If you pay the U.S. average electricity price of 11.5 cents/kWh, each Watt for a device left on 24/7 translates into almost exactly $1 per year. So the difference between a 100 Watt old system and a 15 Watt NAS is $85 per year. In a few years, the extra electricity cost ends up exceeding the cost of a NAS. So it's actually cheaper to just buy a NAS rather than to try to recycle such an old system. Both Synology and QNAP make very good dedicated NASes. But depending on your requirements you might even be able to just get an external HDD and plug it into the USB port on your router (the newer routers with USB 3 ports can usually achieve 50+ MB/s throughput).

The WD Red drives are only necessary if you're buying WD and using the drives in RAID. WD intentionally removed a feature to make RAID operation more reliable from all their drives except the red drives. All other drive manufacturers retain this feature (TLER) in all their drives. WD is basically forcing you to pay extra for a feature all other drive manufacturers include through their entire lineup.

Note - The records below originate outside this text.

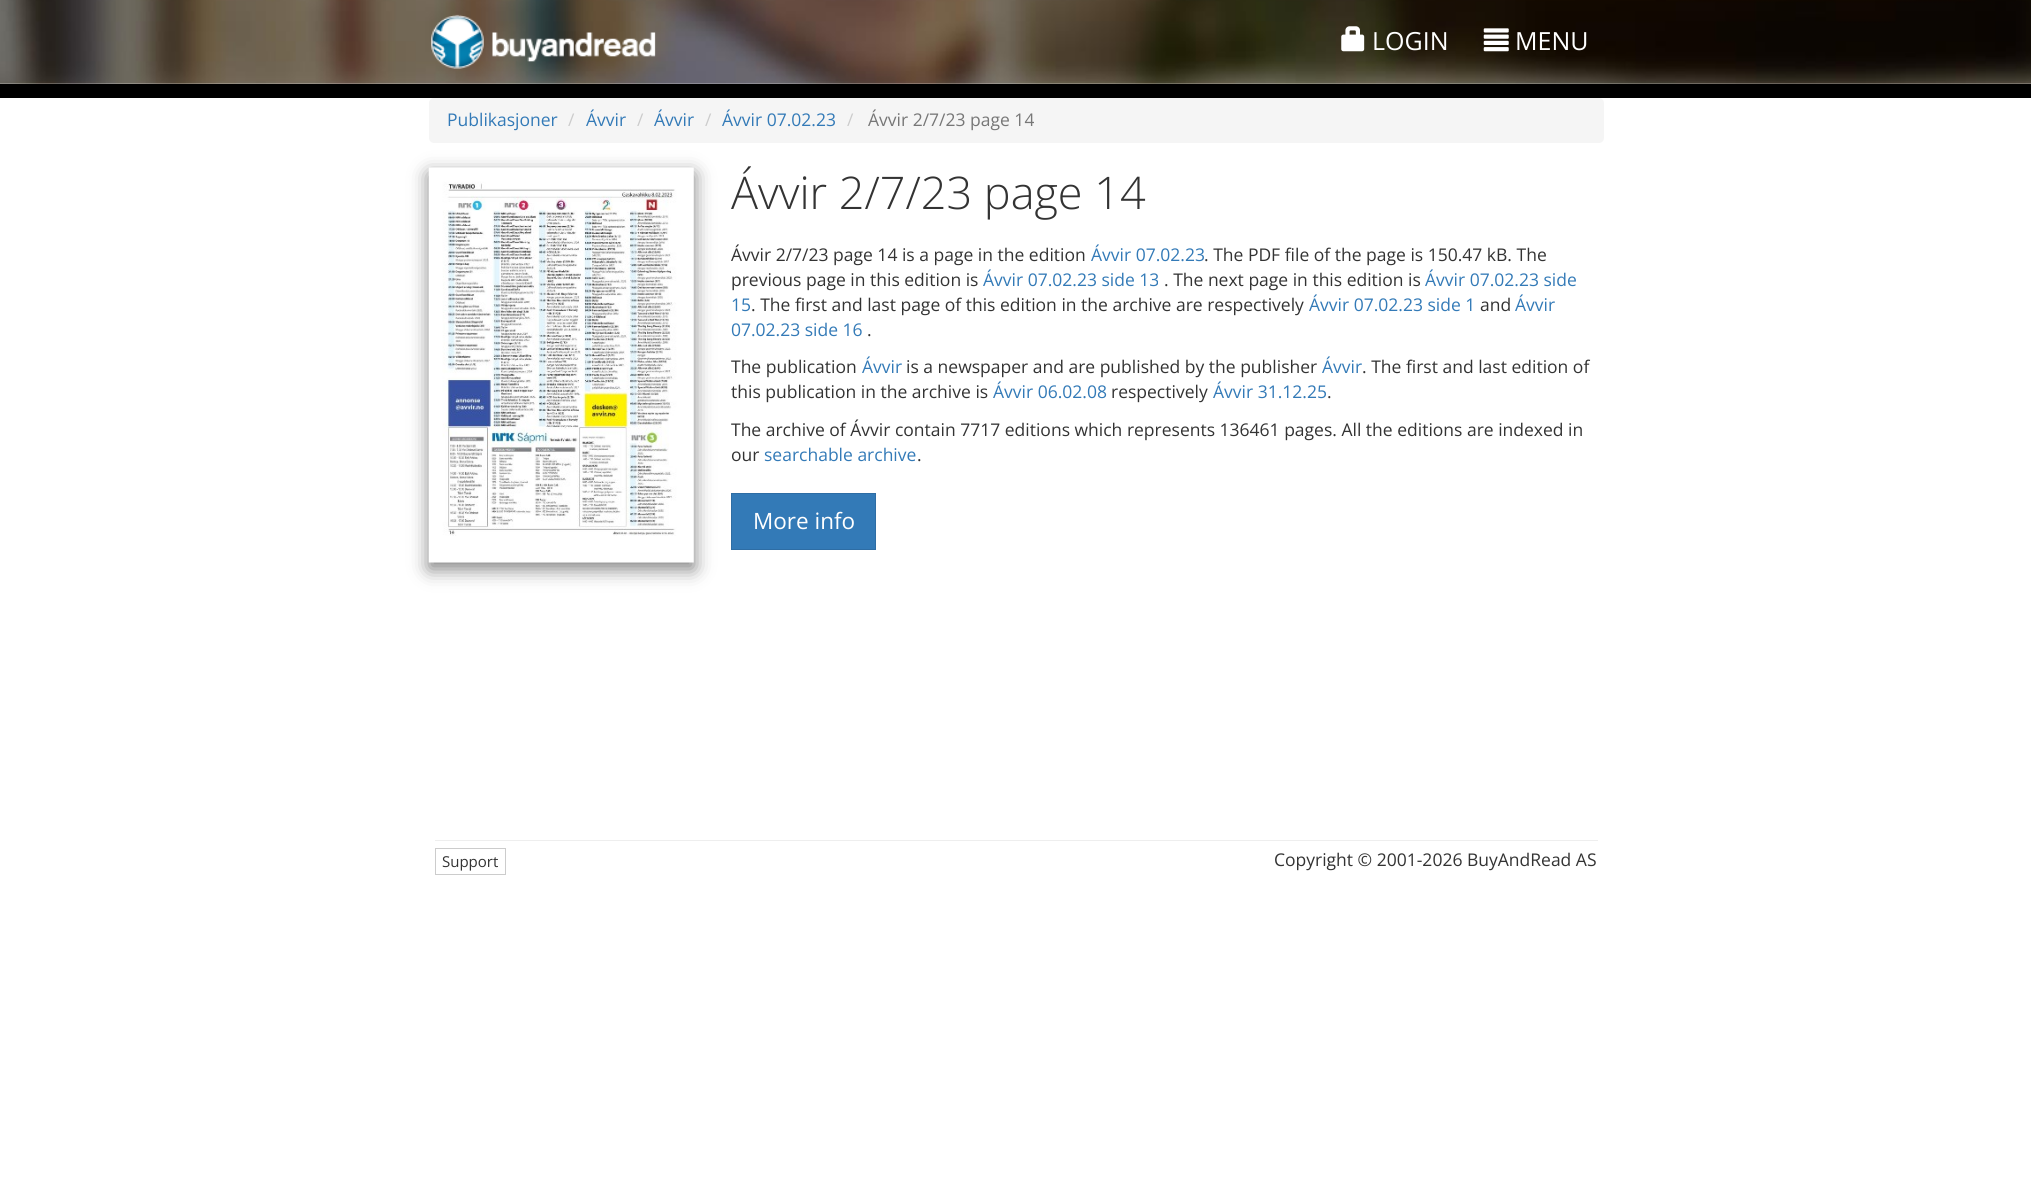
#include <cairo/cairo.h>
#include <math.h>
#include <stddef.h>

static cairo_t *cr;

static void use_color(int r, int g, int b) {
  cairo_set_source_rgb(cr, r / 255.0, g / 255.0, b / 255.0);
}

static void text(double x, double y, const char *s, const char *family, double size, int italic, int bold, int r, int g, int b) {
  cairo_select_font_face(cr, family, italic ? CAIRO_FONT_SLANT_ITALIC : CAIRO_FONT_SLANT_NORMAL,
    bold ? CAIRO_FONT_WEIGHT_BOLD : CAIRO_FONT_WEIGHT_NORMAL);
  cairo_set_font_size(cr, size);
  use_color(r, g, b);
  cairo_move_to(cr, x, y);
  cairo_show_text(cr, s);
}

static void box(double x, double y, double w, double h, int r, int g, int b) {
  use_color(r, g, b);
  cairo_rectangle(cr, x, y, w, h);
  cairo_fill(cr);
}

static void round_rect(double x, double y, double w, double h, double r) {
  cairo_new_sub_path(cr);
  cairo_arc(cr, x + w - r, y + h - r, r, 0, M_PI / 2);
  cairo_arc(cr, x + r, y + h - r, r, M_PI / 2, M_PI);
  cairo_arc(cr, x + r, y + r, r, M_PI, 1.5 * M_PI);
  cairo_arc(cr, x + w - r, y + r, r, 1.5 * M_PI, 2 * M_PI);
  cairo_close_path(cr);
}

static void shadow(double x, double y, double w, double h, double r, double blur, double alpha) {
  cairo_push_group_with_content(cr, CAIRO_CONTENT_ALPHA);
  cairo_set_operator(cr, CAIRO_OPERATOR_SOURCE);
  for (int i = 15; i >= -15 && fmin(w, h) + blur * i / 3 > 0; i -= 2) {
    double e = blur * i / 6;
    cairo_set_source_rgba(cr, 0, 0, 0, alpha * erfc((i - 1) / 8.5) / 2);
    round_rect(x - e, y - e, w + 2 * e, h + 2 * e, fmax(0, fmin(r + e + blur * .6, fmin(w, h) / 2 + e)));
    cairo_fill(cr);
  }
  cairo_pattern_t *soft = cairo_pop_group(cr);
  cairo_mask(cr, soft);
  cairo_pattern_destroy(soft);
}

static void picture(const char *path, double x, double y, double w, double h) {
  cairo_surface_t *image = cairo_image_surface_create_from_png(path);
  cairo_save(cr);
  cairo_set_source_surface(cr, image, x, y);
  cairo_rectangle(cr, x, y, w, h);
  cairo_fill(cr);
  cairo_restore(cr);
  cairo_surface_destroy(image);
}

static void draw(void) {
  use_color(255, 255, 255);
  cairo_paint(cr);
  picture("img_01.png", 0, 0, 2031, 84);
  picture("img_02.png", 431, 14, 225, 55);
  picture("img_03.png", 1341, 26, 24, 26);
  picture("img_04.png", 1483, 28, 26, 24);
  box(0, 84, 2031, 14, 0, 0, 0);
  use_color(245, 245, 245);
  round_rect(429, 98, 1175, 45, 5);
  cairo_fill(cr);
  use_color(0, 0, 0);
  shadow(429, 174, 265, 395, 0, 9.5, 0.5);
  picture("img_05.png", 428, 167, 266, 396);
  use_color(51, 122, 183);
  cairo_rectangle(cr, 731.5, 493.5, 144, 56);
  cairo_fill_preserve(cr);
  use_color(46, 109, 164);
  cairo_set_line_width(cr, 1);
  cairo_stroke(cr);
  box(435, 840, 1163, 1, 238, 238, 238);
  cairo_rectangle(cr, 435.5, 848.5, 70, 26);
  use_color(204, 204, 204);
  cairo_stroke(cr);
  text(1372, 50, "LOGIN", "Open Sans", 25, 0, 0, 255, 255, 255);
  text(1515, 50, "MENU", "Open Sans", 25, 0, 0, 255, 255, 255);
  text(447, 126, "Publikasjoner", "Open Sans", 17.5, 0, 0, 51, 122, 183);
  text(568, 126, "/", "Open Sans", 17.5, 0, 0, 204, 204, 204);
  text(586, 126, "Ávvir", "Open Sans", 17.5, 0, 0, 51, 122, 183);
  text(637, 126, "/", "Open Sans", 17.5, 0, 0, 204, 204, 204);
  text(654, 126, "Ávvir", "Open Sans", 17.5, 0, 0, 51, 122, 183);
  text(705, 126, "/", "Open Sans", 17.5, 0, 0, 204, 204, 204);
  text(722, 126, "Ávvir 07.02.23", "Open Sans", 17.5, 0, 0, 51, 122, 183);
  text(847, 126, "/", "Open Sans", 17.5, 0, 0, 204, 204, 204);
  text(868, 126, "Ávvir 2/7/23 page 14", "Open Sans", 17.5, 0, 0, 119, 119, 119);
  text(731, 209, "Ávvir 2/7/23 page 14", "Open Sans Light", 45, 0, 0, 51, 51, 51);
  text(731, 261, "Ávvir 2/7/23 page 14 is a page in the edition", "Open Sans", 17.5, 0, 0, 51, 51, 51);
  text(1091, 261, "Ávvir 07.02.23", "Open Sans", 17.5, 0, 0, 51, 122, 183);
  text(1204, 261, ". The PDF file of the page is 150.47 kB. The", "Open Sans", 17.5, 0, 0, 51, 51, 51);
  text(731, 286, "previous page in this edition is", "Open Sans", 17.5, 0, 0, 51, 51, 51);
  text(983, 286, "Ávvir 07.02.23 side 13", "Open Sans", 17.5, 0, 0, 51, 122, 183);
  text(1164, 286, ". The next page in this edition is", "Open Sans", 17.5, 0, 0, 51, 51, 51);
  text(1425, 286, "Ávvir 07.02.23 side", "Open Sans", 17.5, 0, 0, 51, 122, 183);
  text(731, 311, "15", "Open Sans", 17.5, 0, 0, 51, 122, 183);
  text(751, 311, ". The first and last page of this edition in the archive are respectively", "Open Sans", 17.5, 0, 0, 51, 51, 51);
  text(1309, 311, "Ávvir 07.02.23 side 1", "Open Sans", 17.5, 0, 0, 51, 122, 183);
  text(1480, 311, "and", "Open Sans", 17.5, 0, 0, 51, 51, 51);
  text(1515, 311, "Ávvir", "Open Sans", 17.5, 0, 0, 51, 122, 183);
  text(731, 336, "07.02.23 side 16", "Open Sans", 17.5, 0, 0, 51, 122, 183);
  text(867, 336, ".", "Open Sans", 17.5, 0, 0, 51, 51, 51);
  text(731, 373, "The publication", "Open Sans", 17.5, 0, 0, 51, 51, 51);
  text(862, 373, "Ávvir", "Open Sans", 17.5, 0, 0, 51, 122, 183);
  text(906, 373, "is a newspaper and are published by the publisher", "Open Sans", 17.5, 0, 0, 51, 51, 51);
  text(1322, 373, "Ávvir", "Open Sans", 17.5, 0, 0, 51, 122, 183);
  text(1362, 373, ". The first and last edition of", "Open Sans", 17.5, 0, 0, 51, 51, 51);
  text(731, 398, "this publication in the archive is", "Open Sans", 17.5, 0, 0, 51, 51, 51);
  text(993, 398, "Ávvir 06.02.08", "Open Sans", 17.5, 0, 0, 51, 122, 183);
  text(1111, 398, "respectively", "Open Sans", 17.5, 0, 0, 51, 51, 51);
  text(1213, 398, "Ávvir 31.12.25", "Open Sans", 17.5, 0, 0, 51, 122, 183);
  text(1327, 398, ".", "Open Sans", 17.5, 0, 0, 51, 51, 51);
  text(731, 436, "The archive of Ávvir contain 7717 editions which represents 136461 pages. All the editions are indexed in", "Open Sans", 17.5, 0, 0, 51, 51, 51);
  text(731, 461, "our", "Open Sans", 17.5, 0, 0, 51, 51, 51);
  text(764, 461, "searchable archive", "Open Sans", 17.5, 0, 0, 51, 122, 183);
  text(917, 461, ".", "Open Sans", 17.5, 0, 0, 51, 51, 51);
  text(753, 529, "More info", "Open Sans", 22.5, 0, 0, 255, 255, 255);
  text(442, 867, "Support", "Open Sans", 15, 0, 0, 51, 51, 51);
  text(1274, 866, "Copyright © 2001-2026 BuyAndRead AS", "Open Sans", 17.5, 0, 0, 51, 51, 51);
}

int main(void) {
  cairo_surface_t *surface = cairo_image_surface_create(CAIRO_FORMAT_RGB24, 2031, 1180);
  cr = cairo_create(surface);
  cairo_font_options_t *options = cairo_font_options_create();
  cairo_font_options_set_hint_metrics(options, CAIRO_HINT_METRICS_OFF);
  cairo_font_options_set_hint_style(options, CAIRO_HINT_STYLE_NONE);
  cairo_set_font_options(cr, options);
  cairo_set_miter_limit(cr, 4);
  draw();
  cairo_surface_write_to_png(surface, "out.png");
  cairo_font_options_destroy(options);
  cairo_destroy(cr);
  cairo_surface_destroy(surface);
  return 0;
}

If you do elect to use your old system rather than buy a NAS and you don't have an extra Windows license, look into FreeNAS. It's based on ZFS which has a lot of features and protections compared to NTFS, HFS, ext4, FAT32, etc. The learning curve is a bit steep though. Don't be put off by the 8 GB RAM requirement. That's really only necessary if you use deduplication, which I definitely recommend you NOT use unless you absolutely need it (it's a CPU and RAM hog which slows down file write speeds by a huge amount). I've got it FreeNAS with deduplication turned off running with 4 GB without problems, and looking at the memory logs it would probably do just fine with 2 GB.